2e) people who will keep their eye out for
---e1) baking-related artifacts of yesteryear to contribute to the historical preservation of Grandma's baking history; objects & collectibles of design or with words; ephemera (paper items usually throw-ways): representing history via old women's magazines, cookbooks & pamphlets-fliers-ads-posters, boxes, containers, bags, etc.; bills of lading & other receipts of grain-flour-bread-mills-etc.,
---e2) unique tins of history related to the USA or world for the Tins of Taste Museum;
---e3) Cultural Heritage artifacts . . . 1st if the artifacts are related to cultural baking; . . . 2nd, if the artifacts are significant representations of the country/a people group. (There are millions, so it's not a matter of "getting/keeping" it all. No, it's the value of the historical significance of an item - - how does it tell a story of the people it represents?)
AND
3) The third item is to identify a restoration building or decide on a newly built structure, either with ample parking. I had always hoped for something with an "old world" atmosphere . . . inside & out, but I don't know if that is realistic for all options. If the outside must be of a modern design, I'm hoping for the inside design and atmosphere to give off a warmth and aged feeling.

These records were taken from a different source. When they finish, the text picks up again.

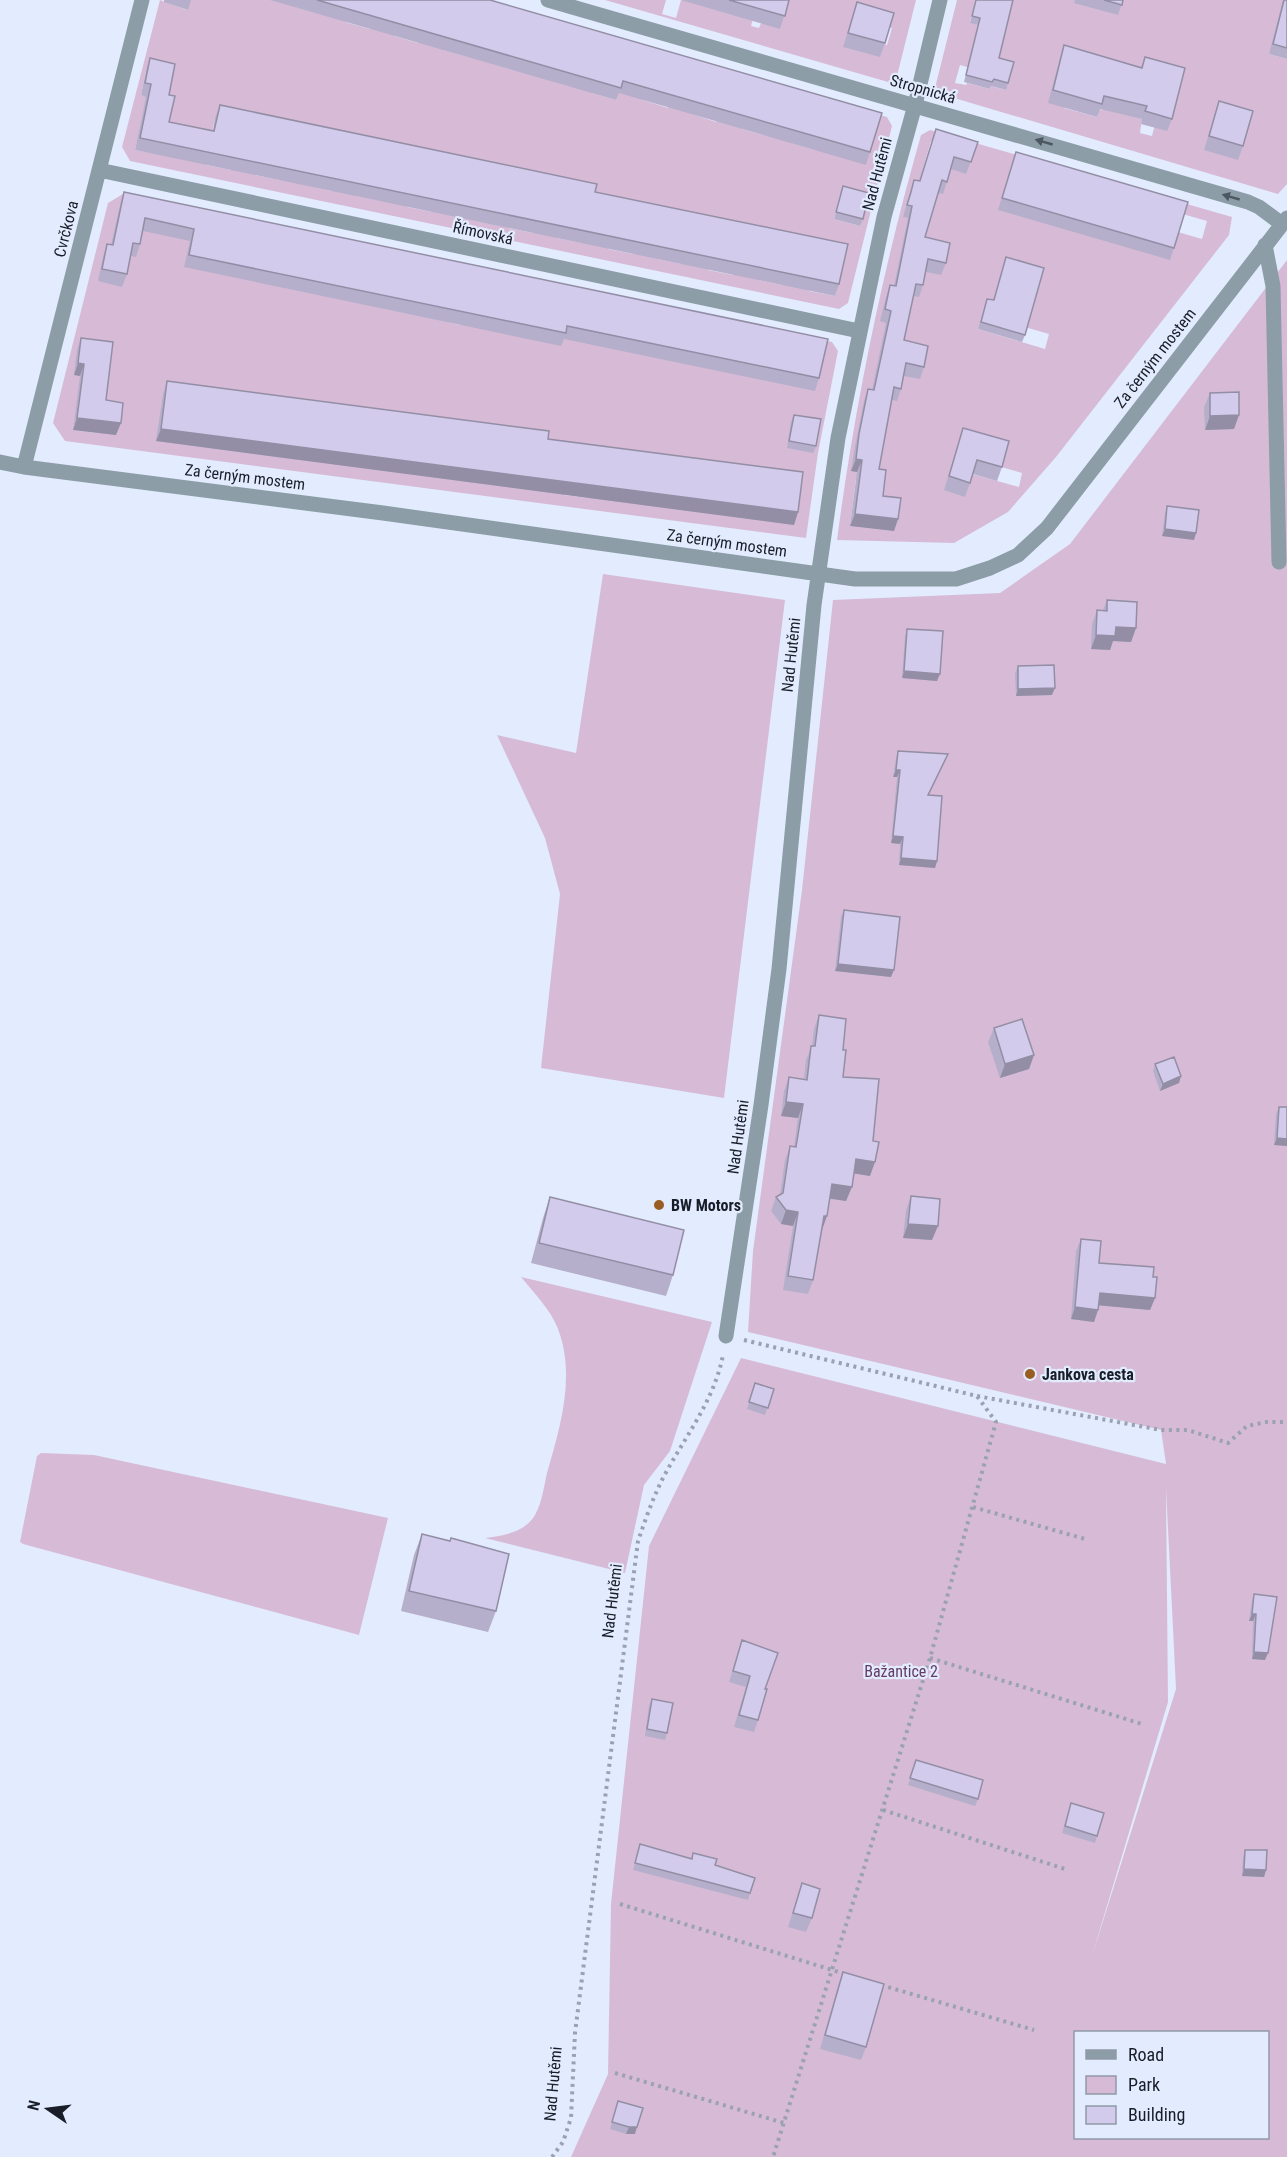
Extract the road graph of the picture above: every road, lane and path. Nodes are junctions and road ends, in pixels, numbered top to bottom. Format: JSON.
{"nodes":[{"id":1,"x":142,"y":0,"type":"edge"},
{"id":2,"x":548,"y":0,"type":"edge"},
{"id":3,"x":940,"y":0,"type":"edge"},
{"id":4,"x":915,"y":105,"type":"junction"},
{"id":5,"x":99,"y":170,"type":"junction"},
{"id":6,"x":1285,"y":221,"type":"edge"},
{"id":7,"x":1265,"y":244,"type":"junction"},
{"id":8,"x":859,"y":331,"type":"junction"},
{"id":9,"x":0,"y":462,"type":"edge"},
{"id":10,"x":24,"y":467,"type":"junction"},
{"id":11,"x":1279,"y":562,"type":"dead end"},
{"id":12,"x":818,"y":574,"type":"junction"},
{"id":13,"x":726,"y":1336,"type":"junction"},
{"id":14,"x":977,"y":1396,"type":"junction"},
{"id":15,"x":1287,"y":1422,"type":"edge"},
{"id":16,"x":973,"y":1507,"type":"junction"},
{"id":17,"x":1085,"y":1539,"type":"dead end"},
{"id":18,"x":930,"y":1658,"type":"junction"},
{"id":19,"x":1142,"y":1724,"type":"dead end"},
{"id":20,"x":883,"y":1810,"type":"junction"},
{"id":21,"x":1068,"y":1870,"type":"dead end"},
{"id":22,"x":620,"y":1904,"type":"dead end"},
{"id":23,"x":834,"y":1970,"type":"junction"},
{"id":24,"x":856,"y":1977,"type":"edge"},
{"id":25,"x":878,"y":1984,"type":"edge"},
{"id":26,"x":1034,"y":2030,"type":"dead end"},
{"id":27,"x":615,"y":2073,"type":"dead end"},
{"id":28,"x":783,"y":2123,"type":"junction"},
{"id":29,"x":552,"y":2157,"type":"edge"},
{"id":30,"x":773,"y":2157,"type":"edge"}],
"edges":[{"from":1,"to":5,"type":"street","name":"Cvrčkova"},
{"from":2,"to":4,"type":"street","name":"Stropnická"},
{"from":3,"to":4,"type":"street","name":"Nad Hutěmi"},
{"from":6,"to":4,"type":"street","name":"Stropnická","one_way":true},
{"from":4,"to":8,"type":"street","name":"Nad Hutěmi"},
{"from":5,"to":8,"type":"street","name":"Římovská"},
{"from":5,"to":10,"type":"street","name":"Cvrčkova"},
{"from":6,"to":7,"type":"street","name":"Za černým mostem"},
{"from":7,"to":11,"type":"street"},
{"from":7,"to":12,"type":"street","name":"Za černým mostem"},
{"from":8,"to":12,"type":"street","name":"Nad Hutěmi"},
{"from":9,"to":10,"type":"street","name":"Za černým mostem"},
{"from":10,"to":12,"type":"street","name":"Za černým mostem"},
{"from":12,"to":13,"type":"street","name":"Nad Hutěmi"},
{"from":13,"to":14,"type":"path"},
{"from":13,"to":29,"type":"path","name":"Nad Hutěmi"},
{"from":14,"to":15,"type":"path"},
{"from":14,"to":16,"type":"path"},
{"from":16,"to":17,"type":"path"},
{"from":16,"to":18,"type":"path"},
{"from":18,"to":19,"type":"path"},
{"from":18,"to":20,"type":"path"},
{"from":20,"to":21,"type":"path"},
{"from":20,"to":23,"type":"path"},
{"from":22,"to":23,"type":"path"},
{"from":23,"to":24,"type":"path"},
{"from":23,"to":28,"type":"path"},
{"from":25,"to":26,"type":"path"},
{"from":27,"to":28,"type":"path"},
{"from":28,"to":30,"type":"path"}]}
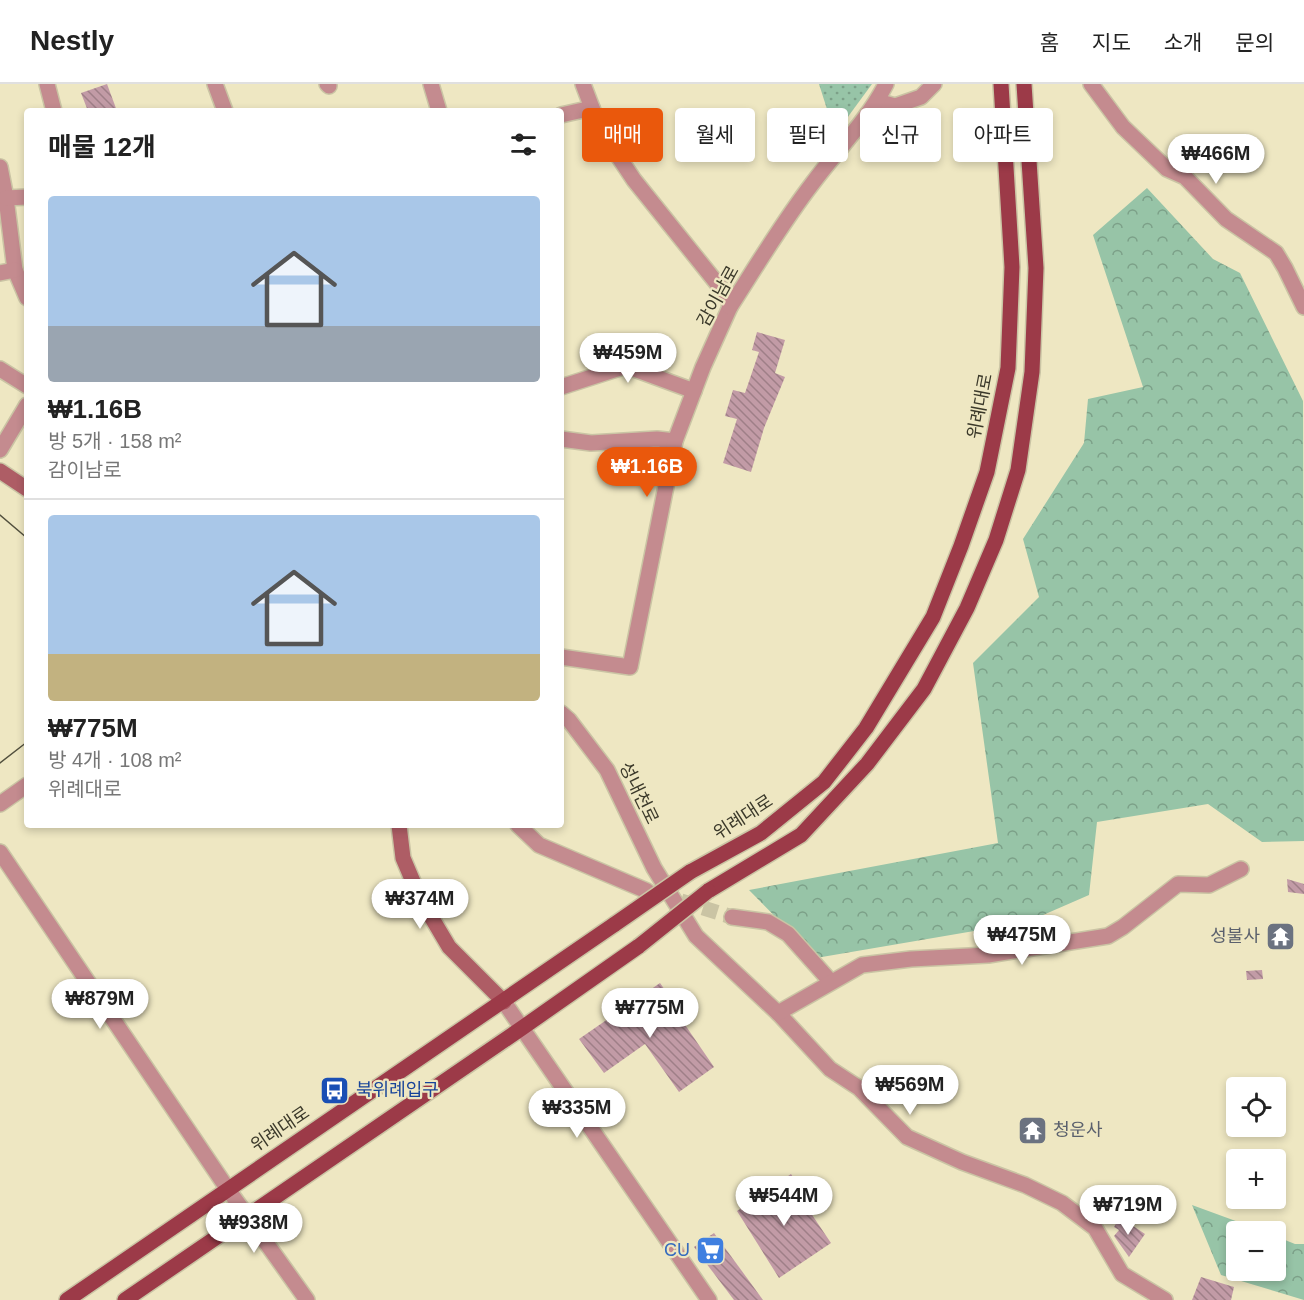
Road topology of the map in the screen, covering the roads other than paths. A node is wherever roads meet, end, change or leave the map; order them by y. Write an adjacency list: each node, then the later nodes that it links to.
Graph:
1 (47, 84): 11 (street)
2 (215, 84): 12 (street)
3 (431, 84): 13 (street)
4 (583, 84): 14 (street)
5 (886, 84): 10 (street, 감이남로)
6 (934, 84): 10 (street)
7 (1001, 84): 50 (main road, 위례대로, bridge)
8 (1024, 84): 52 (main road, bridge)
9 (1091, 84): 25 (street)
10 (878, 101): 24 (street, 감이남로)
11 (53, 108)
12 (224, 108)
13 (438, 108)
14 (592, 108)
15 (582, 110): 16 (street)
16 (564, 114)
17 (622, 162): 24 (street)
18 (1, 171): 20 (street)
19 (24, 197): 20 (street)
20 (6, 198): 21 (street)
21 (4, 225): 22 (street)
22 (8, 272): 23 (street)
23 (24, 294)
24 (730, 307): 29 (street, 감이남로)
25 (1304, 307)
26 (0, 369): 27 (street)
27 (24, 384)
28 (564, 386): 29 (street)
29 (694, 391): 33 (street, 감이남로)
30 (24, 409): 31 (street)
31 (4, 432): 34 (street)
32 (564, 439): 33 (street)
33 (675, 441): 37 (street, 감이남로)
34 (0, 450)
35 (0, 471): 36 (main road)
36 (24, 487)
37 (564, 657)
38 (564, 716): 51 (street, 성내천로)
39 (24, 787): 40 (street)
40 (0, 804)
41 (390, 828): 45 (main road)
42 (399, 828): 45 (main road)
43 (521, 828): 47 (street)
44 (0, 852): 53 (street)
45 (403, 858): 50 (main road)
46 (1241, 869): 49 (street)
47 (647, 891)
48 (732, 917): 49 (street)
49 (831, 982): 51 (street)
50 (504, 1002): 52 (street); 53 (main road, 위례대로)
51 (778, 1013): 59 (street, 성내천로)
52 (522, 1028): 54 (main road); 58 (street)
53 (227, 1188): 54 (street); 55 (main road, 위례대로)
54 (247, 1215): 56 (main road); 57 (street)
55 (67, 1300)
56 (125, 1300)
57 (307, 1300)
58 (709, 1300)
59 (1165, 1300)

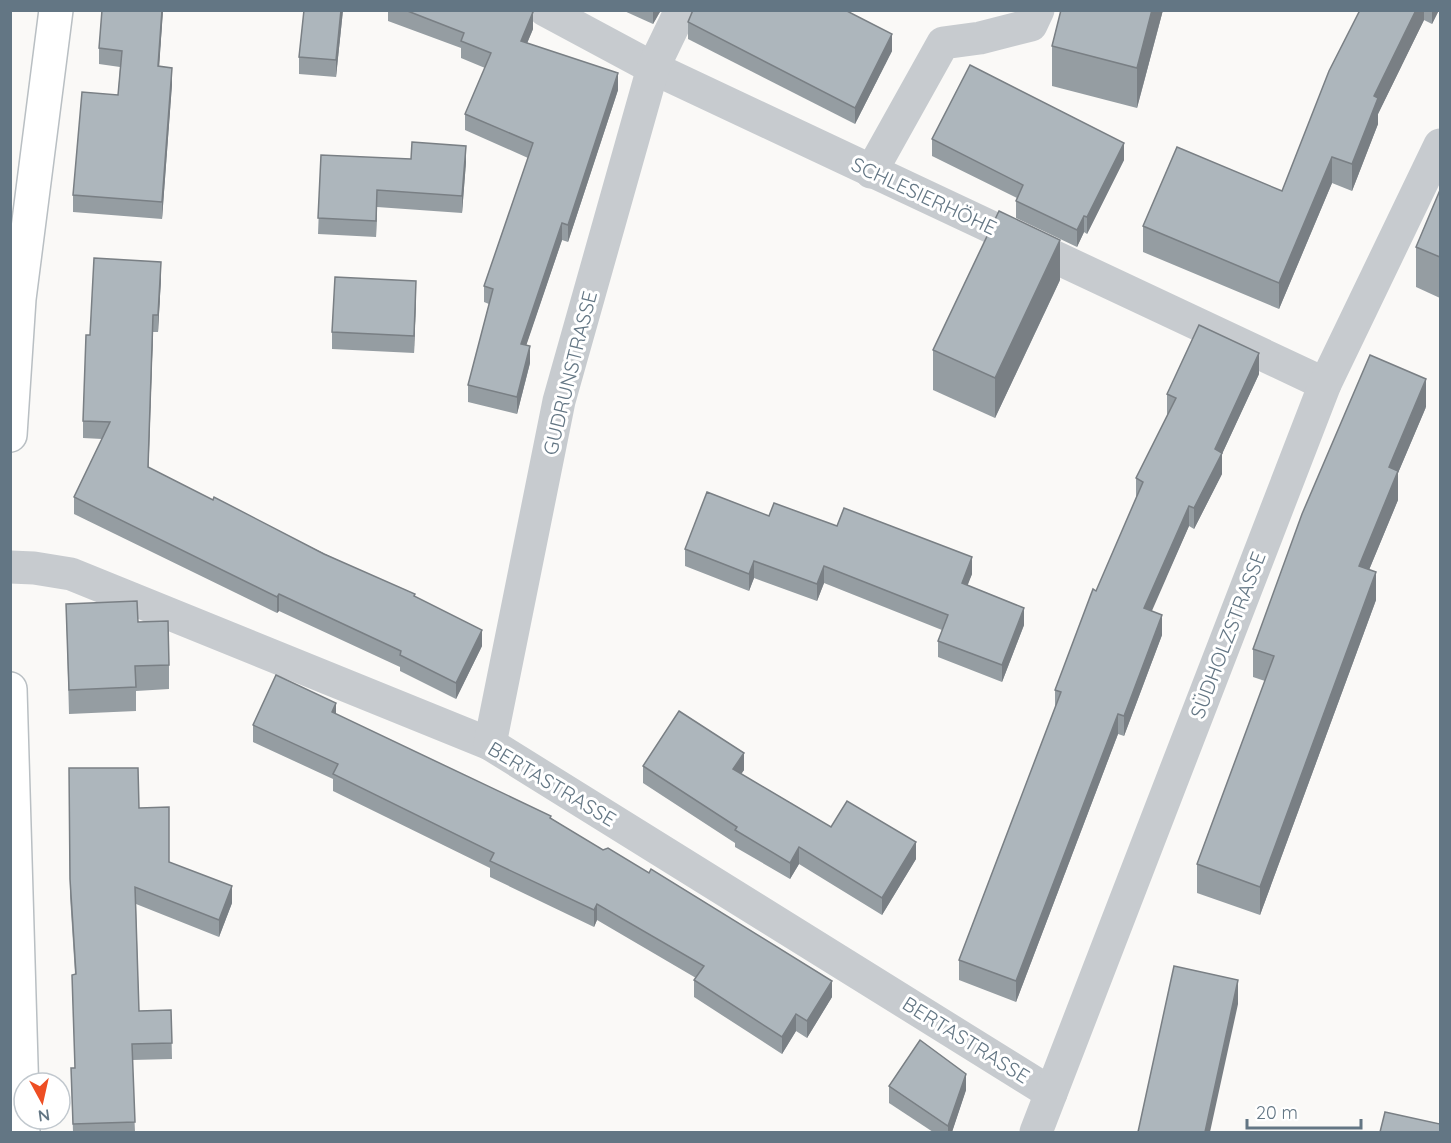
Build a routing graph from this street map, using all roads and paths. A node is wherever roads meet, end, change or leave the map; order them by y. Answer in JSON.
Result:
{"nodes":[{"id":1,"x":56,"y":10,"type":"edge"},
{"id":2,"x":544,"y":10,"type":"edge"},
{"id":3,"x":681,"y":10,"type":"edge"},
{"id":4,"x":1038,"y":10,"type":"edge"},
{"id":5,"x":653,"y":68,"type":"junction"},
{"id":6,"x":1440,"y":145,"type":"edge"},
{"id":7,"x":871,"y":171,"type":"junction"},
{"id":8,"x":1325,"y":384,"type":"junction"},
{"id":9,"x":10,"y":435,"type":"edge"},
{"id":10,"x":10,"y":567,"type":"edge"},
{"id":11,"x":10,"y":688,"type":"edge"},
{"id":12,"x":489,"y":744,"type":"junction"},
{"id":13,"x":1051,"y":1093,"type":"junction"},
{"id":14,"x":23,"y":1132,"type":"edge"},
{"id":15,"x":1036,"y":1132,"type":"edge"}],
"edges":[{"from":1,"to":9,"type":"main road"},
{"from":2,"to":5,"type":"street","name":"SCHLESIERHÖHE"},
{"from":3,"to":5,"type":"street","name":"GUDRUNSTRASSE"},
{"from":4,"to":7,"type":"street"},
{"from":5,"to":7,"type":"street","name":"SCHLESIERHÖHE"},
{"from":5,"to":12,"type":"street","name":"GUDRUNSTRASSE"},
{"from":6,"to":8,"type":"street","name":"SÜDHOLZSTRASSE"},
{"from":7,"to":8,"type":"street","name":"SCHLESIERHÖHE"},
{"from":8,"to":13,"type":"street","name":"SÜDHOLZSTRASSE"},
{"from":10,"to":12,"type":"street","name":"BERTASTRASSE"},
{"from":11,"to":14,"type":"main road"},
{"from":12,"to":13,"type":"street","name":"BERTASTRASSE"},
{"from":13,"to":15,"type":"street","name":"SÜDHOLZSTRASSE"}]}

Extra - People of museum knowledge with a heart interest in the subject matter who can work with me, the Founder, to advise on any individual museum project or advise the connectivity of all regarding the above information.
Who might be volunteers?
As the Founder of this project, besides having collected and researched background information of so many of the actual artifacts, all the dreams for this museum project are a creation of thought. So, too, is this website. Therefore, to those reading this, you might see yourself fulfilling a role, or know of people "of talents, skills, and/or interests" to whom you'd mention the needs in which they can help.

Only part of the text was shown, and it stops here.